Assignment
Every entry below should be printed exactly, without its images.

Data section
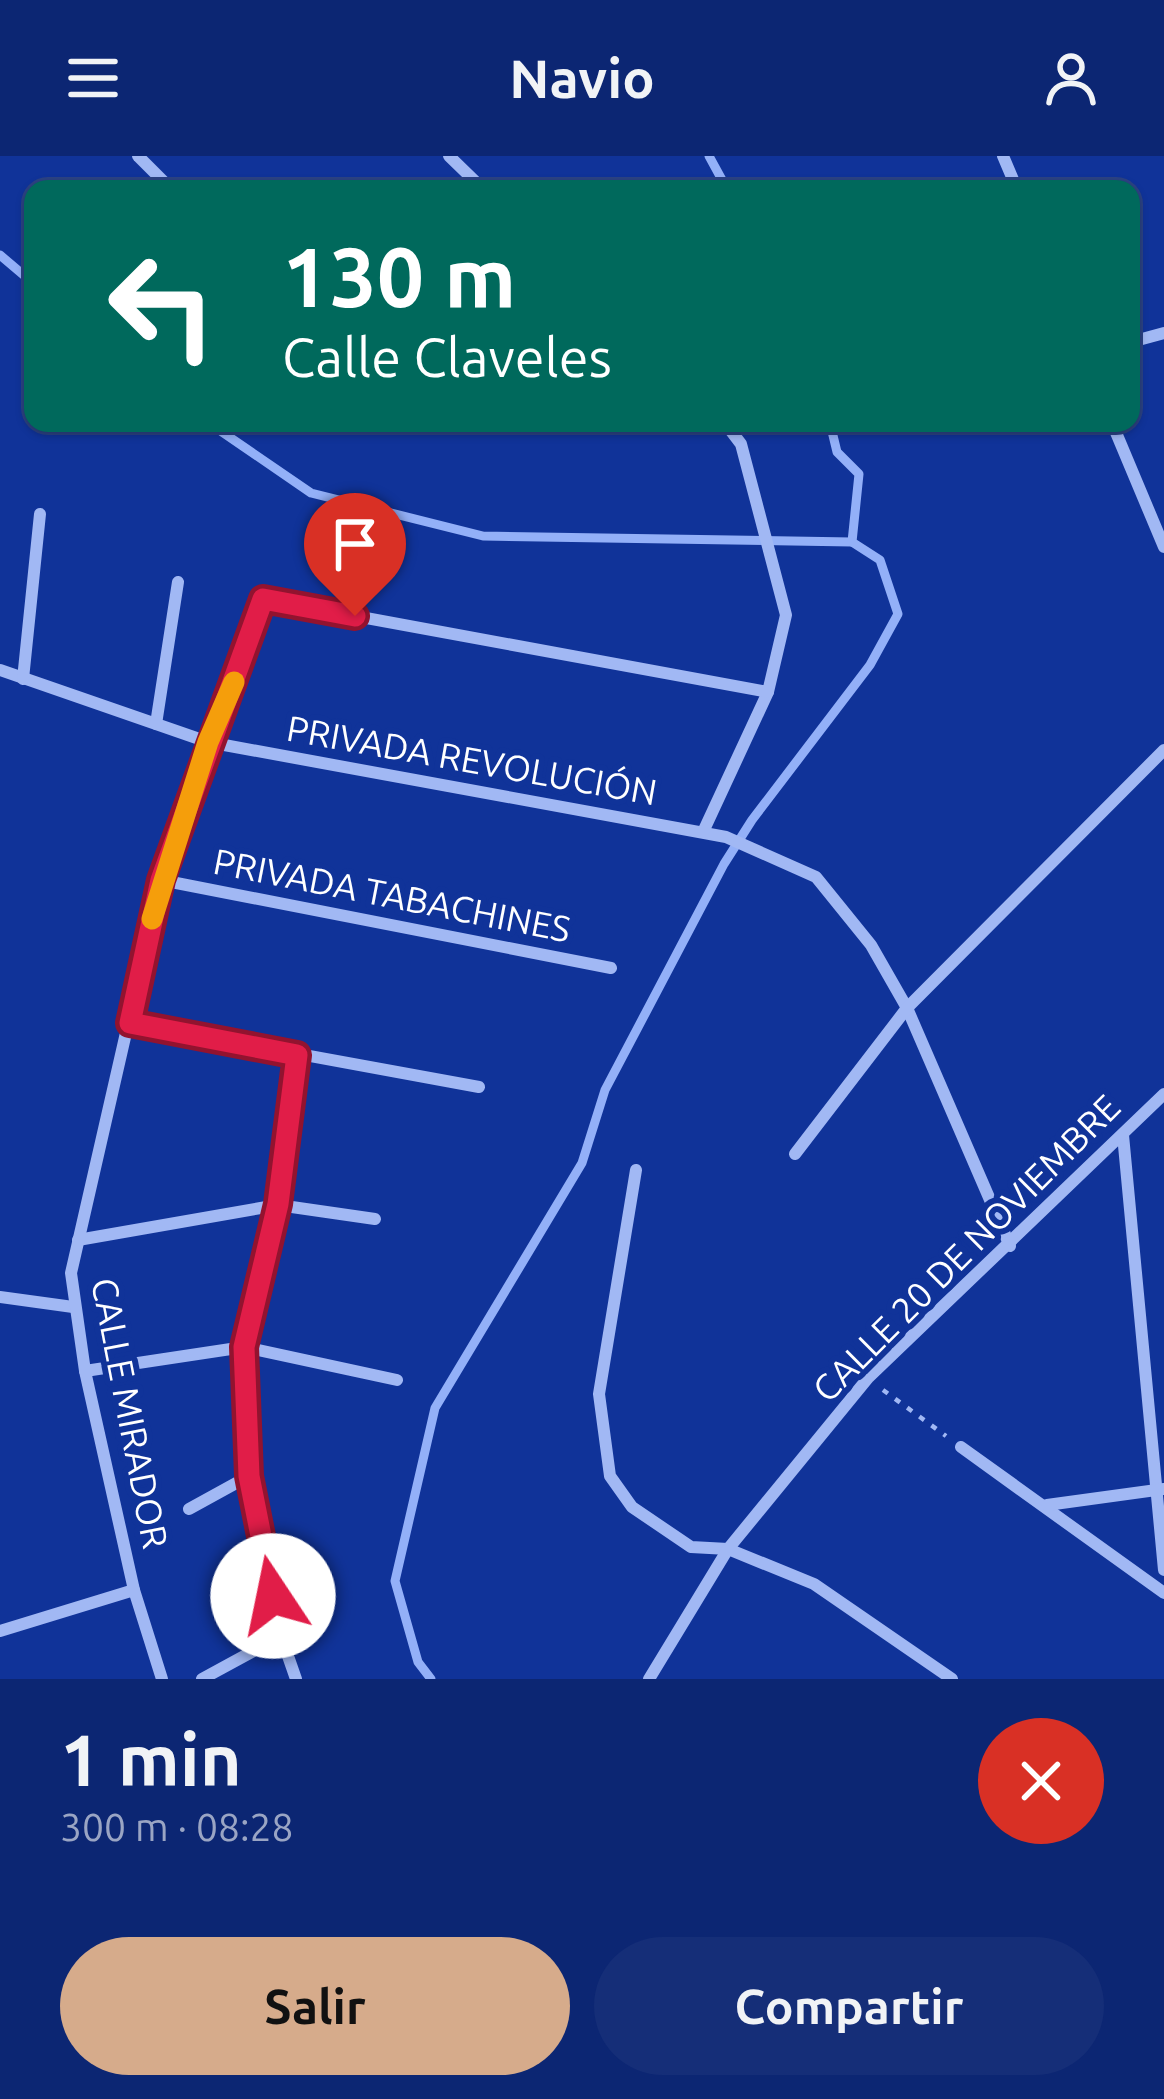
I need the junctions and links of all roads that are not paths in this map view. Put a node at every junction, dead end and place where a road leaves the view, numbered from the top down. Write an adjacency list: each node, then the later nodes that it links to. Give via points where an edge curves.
1 (138, 156): 3 (street)
2 (449, 156): 4 (street)
3 (162, 180)
4 (474, 180)
5 (732, 432): 12 (street, via 786,616)
6 (1116, 432): 8 (street)
7 (40, 514): 11 (street)
8 (1164, 548)
9 (178, 582): 13 (street)
10 (0, 670): 11 (street)
11 (23, 680): 13 (street)
12 (768, 692): 14 (street, CALLE MIRADOR, via 263,599); 16 (street)
13 (156, 724): 14 (street)
14 (208, 742): 16 (street, PRIVADA REVOLUCIÓN); 17 (street, CALLE MIRADOR)
15 (1164, 750): 19 (street)
16 (703, 832): 19 (street, PRIVADA REVOLUCIÓN, via 816,877)
17 (161, 880): 18 (street, PRIVADA TABACHINES); 20 (street, CALLE MIRADOR)
18 (610, 968)
19 (908, 1008): 25 (street); 30 (street, PRIVADA REVOLUCIÓN)
20 (130, 1023): 21 (street); 29 (street, CALLE MIRADOR)
21 (297, 1055): 22 (street); 27 (street)
22 (479, 1088)
23 (1163, 1095): 24 (street, CALLE 20 DE NOVIEMBRE)
24 (1124, 1135): 30 (street, CALLE 20 DE NOVIEMBRE); 38 (street)
25 (795, 1154)
26 (636, 1170): 41 (street, via 599,1394 610,1476 632,1507 691,1547)
27 (278, 1204): 28 (street); 29 (street); 33 (street)
28 (375, 1219)
29 (78, 1240): 32 (street, CALLE MIRADOR)
30 (1010, 1246): 41 (street, CALLE 20 DE NOVIEMBRE, via 868,1378)
31 (0, 1297): 32 (street)
32 (73, 1306): 34 (street, CALLE MIRADOR)
33 (244, 1347): 34 (street); 35 (street); 37 (street)
34 (85, 1372): 43 (street, CALLE MIRADOR)
35 (397, 1380)
36 (961, 1447): 39 (street)
37 (249, 1476): 40 (street); 46 (street)
38 (1158, 1490): 39 (street); 42 (street)
39 (1047, 1505): 44 (street)
40 (189, 1509)
41 (728, 1549): 50 (street, CALLE 20 DE NOVIEMBRE); 51 (street, via 814,1584)
42 (1164, 1570)
43 (134, 1590): 45 (street); 47 (street, CALLE MIRADOR)
44 (1164, 1593)
45 (0, 1631)
46 (281, 1636): 48 (street); 49 (street)
47 (162, 1679)
48 (202, 1679)
49 (296, 1679)
50 (649, 1679)
51 (952, 1679)

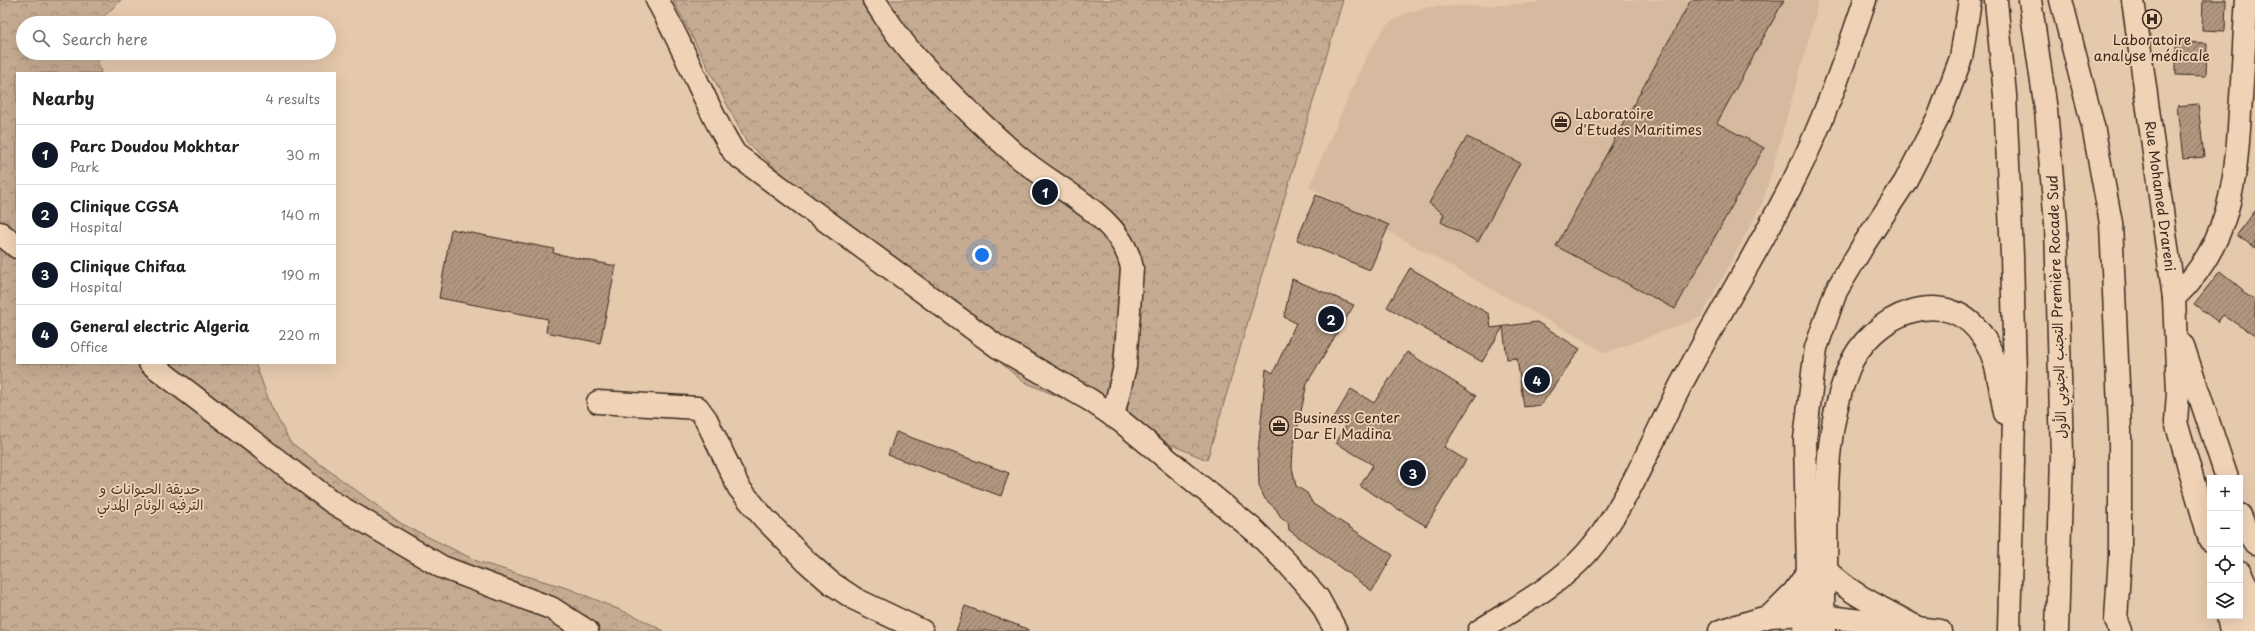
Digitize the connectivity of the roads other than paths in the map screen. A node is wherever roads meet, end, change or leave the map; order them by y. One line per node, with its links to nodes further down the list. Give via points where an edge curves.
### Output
1 (657, 0): 17 (main road, via 716,122 735,154 998,347)
2 (874, 0): 17 (main road, via 910,51 968,111 1017,156 1087,206 1120,240 1129,254 1132,268 1125,366)
3 (1865, 0): 37 (main road, via 1843,64 1795,178 1702,346 1611,520 1585,555 1567,572 1541,592)
4 (1970, 0): 24 (main road, via 1962,58 1940,114 1905,182 1836,292 1816,348 1805,439)
5 (1996, 0): 18 (main road, via 2005,95 2012,256 2015,374)
6 (2030, 0): 31 (main road, التجنب الجنوبي الأول Première Rocade Sud, via 2046,110 2056,224 2062,455)
7 (2061, 0): 33 (main road, via 2092,119 2111,223 2121,483)
8 (2133, 0): 12 (main road, Rue Mohamed Drareni)
9 (2247, 0): 12 (main road, via 2238,141 2230,201 2223,224 2204,262 2193,279)
10 (0, 233): 11 (main road)
11 (16, 245)
12 (2174, 298): 13 (main road, Rue Mohamed Drareni)
13 (2175, 320): 15 (main road, Rue Mohamed Drareni); 19 (main road)
14 (151, 364): 34 (main road, via 332,502 442,567 551,608)
15 (2178, 392): 20 (main road, via 2190,419); 22 (main road, Rue Mohamed Drareni, via 2176,422)
16 (598, 402): 35 (main road, via 698,408 706,419 739,488 807,562 855,599)
17 (1113, 416): 36 (main road, via 1270,546 1318,598)
18 (2012, 442): 24 (main road, via 1993,359 1985,341 1969,321 1959,314 1938,308 1916,309 1897,316 1881,326 1857,352 1836,406 1830,440); 40 (main road)
19 (2226, 475)
20 (2207, 482)
21 (2243, 522): 23 (main road)
22 (2207, 530)
23 (2255, 544)
24 (1817, 571): 28 (main road); 30 (main road); 32 (main road)
25 (2243, 578): 27 (main road)
26 (2240, 583): 42 (main road)
27 (2255, 603)
28 (1770, 616): 30 (main road); 38 (main road)
29 (2229, 619): 41 (main road)
30 (1815, 623): 32 (main road)
31 (2057, 624)
32 (1916, 627): 39 (main road)
33 (2117, 627)
34 (588, 631)
35 (922, 631)
36 (1336, 631)
37 (1479, 631)
38 (1720, 631)
39 (1940, 631)
40 (2009, 631)
41 (2231, 631)
42 (2252, 631)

Output below
I need the junctions and links of all roads that are not paths in this map view. Put a node at every junction, dead end and place where a road leaves the view, numbered from the top down. Write an adjacency list: each node, then the later nodes that it links to. Give via points where an edge curves.
1 (138, 156): 3 (street)
2 (449, 156): 4 (street)
3 (162, 180)
4 (474, 180)
5 (732, 432): 12 (street, via 786,616)
6 (1116, 432): 8 (street)
7 (40, 514): 11 (street)
8 (1164, 548)
9 (178, 582): 13 (street)
10 (0, 670): 11 (street)
11 (23, 680): 13 (street)
12 (768, 692): 14 (street, CALLE MIRADOR, via 263,599); 16 (street)
13 (156, 724): 14 (street)
14 (208, 742): 16 (street, PRIVADA REVOLUCIÓN); 17 (street, CALLE MIRADOR)
15 (1164, 750): 19 (street)
16 (703, 832): 19 (street, PRIVADA REVOLUCIÓN, via 816,877)
17 (161, 880): 18 (street, PRIVADA TABACHINES); 20 (street, CALLE MIRADOR)
18 (610, 968)
19 (908, 1008): 25 (street); 30 (street, PRIVADA REVOLUCIÓN)
20 (130, 1023): 21 (street); 29 (street, CALLE MIRADOR)
21 (297, 1055): 22 (street); 27 (street)
22 (479, 1088)
23 (1163, 1095): 24 (street, CALLE 20 DE NOVIEMBRE)
24 (1124, 1135): 30 (street, CALLE 20 DE NOVIEMBRE); 38 (street)
25 (795, 1154)
26 (636, 1170): 41 (street, via 599,1394 610,1476 632,1507 691,1547)
27 (278, 1204): 28 (street); 29 (street); 33 (street)
28 (375, 1219)
29 (78, 1240): 32 (street, CALLE MIRADOR)
30 (1010, 1246): 41 (street, CALLE 20 DE NOVIEMBRE, via 868,1378)
31 (0, 1297): 32 (street)
32 (73, 1306): 34 (street, CALLE MIRADOR)
33 (244, 1347): 34 (street); 35 (street); 37 (street)
34 (85, 1372): 43 (street, CALLE MIRADOR)
35 (397, 1380)
36 (961, 1447): 39 (street)
37 (249, 1476): 40 (street); 46 (street)
38 (1158, 1490): 39 (street); 42 (street)
39 (1047, 1505): 44 (street)
40 (189, 1509)
41 (728, 1549): 50 (street, CALLE 20 DE NOVIEMBRE); 51 (street, via 814,1584)
42 (1164, 1570)
43 (134, 1590): 45 (street); 47 (street, CALLE MIRADOR)
44 (1164, 1593)
45 (0, 1631)
46 (281, 1636): 48 (street); 49 (street)
47 (162, 1679)
48 (202, 1679)
49 (296, 1679)
50 (649, 1679)
51 (952, 1679)

Digitize the connectivity of the roads other than paths in the map screen. A node is wherever roads meet, end, change or leave the map; order them by y. One line per node, with its links to nodes further down the list. Give via points where an edge curves.
### Output
1 (657, 0): 17 (main road, via 716,122 735,154 998,347)
2 (874, 0): 17 (main road, via 910,51 968,111 1017,156 1087,206 1120,240 1129,254 1132,268 1125,366)
3 (1865, 0): 37 (main road, via 1843,64 1795,178 1702,346 1611,520 1585,555 1567,572 1541,592)
4 (1970, 0): 24 (main road, via 1962,58 1940,114 1905,182 1836,292 1816,348 1805,439)
5 (1996, 0): 18 (main road, via 2005,95 2012,256 2015,374)
6 (2030, 0): 31 (main road, التجنب الجنوبي الأول Première Rocade Sud, via 2046,110 2056,224 2062,455)
7 (2061, 0): 33 (main road, via 2092,119 2111,223 2121,483)
8 (2133, 0): 12 (main road, Rue Mohamed Drareni)
9 (2247, 0): 12 (main road, via 2238,141 2230,201 2223,224 2204,262 2193,279)
10 (0, 233): 11 (main road)
11 (16, 245)
12 (2174, 298): 13 (main road, Rue Mohamed Drareni)
13 (2175, 320): 15 (main road, Rue Mohamed Drareni); 19 (main road)
14 (151, 364): 34 (main road, via 332,502 442,567 551,608)
15 (2178, 392): 20 (main road, via 2190,419); 22 (main road, Rue Mohamed Drareni, via 2176,422)
16 (598, 402): 35 (main road, via 698,408 706,419 739,488 807,562 855,599)
17 (1113, 416): 36 (main road, via 1270,546 1318,598)
18 (2012, 442): 24 (main road, via 1993,359 1985,341 1969,321 1959,314 1938,308 1916,309 1897,316 1881,326 1857,352 1836,406 1830,440); 40 (main road)
19 (2226, 475)
20 (2207, 482)
21 (2243, 522): 23 (main road)
22 (2207, 530)
23 (2255, 544)
24 (1817, 571): 28 (main road); 30 (main road); 32 (main road)
25 (2243, 578): 27 (main road)
26 (2240, 583): 42 (main road)
27 (2255, 603)
28 (1770, 616): 30 (main road); 38 (main road)
29 (2229, 619): 41 (main road)
30 (1815, 623): 32 (main road)
31 (2057, 624)
32 (1916, 627): 39 (main road)
33 (2117, 627)
34 (588, 631)
35 (922, 631)
36 (1336, 631)
37 (1479, 631)
38 (1720, 631)
39 (1940, 631)
40 (2009, 631)
41 (2231, 631)
42 (2252, 631)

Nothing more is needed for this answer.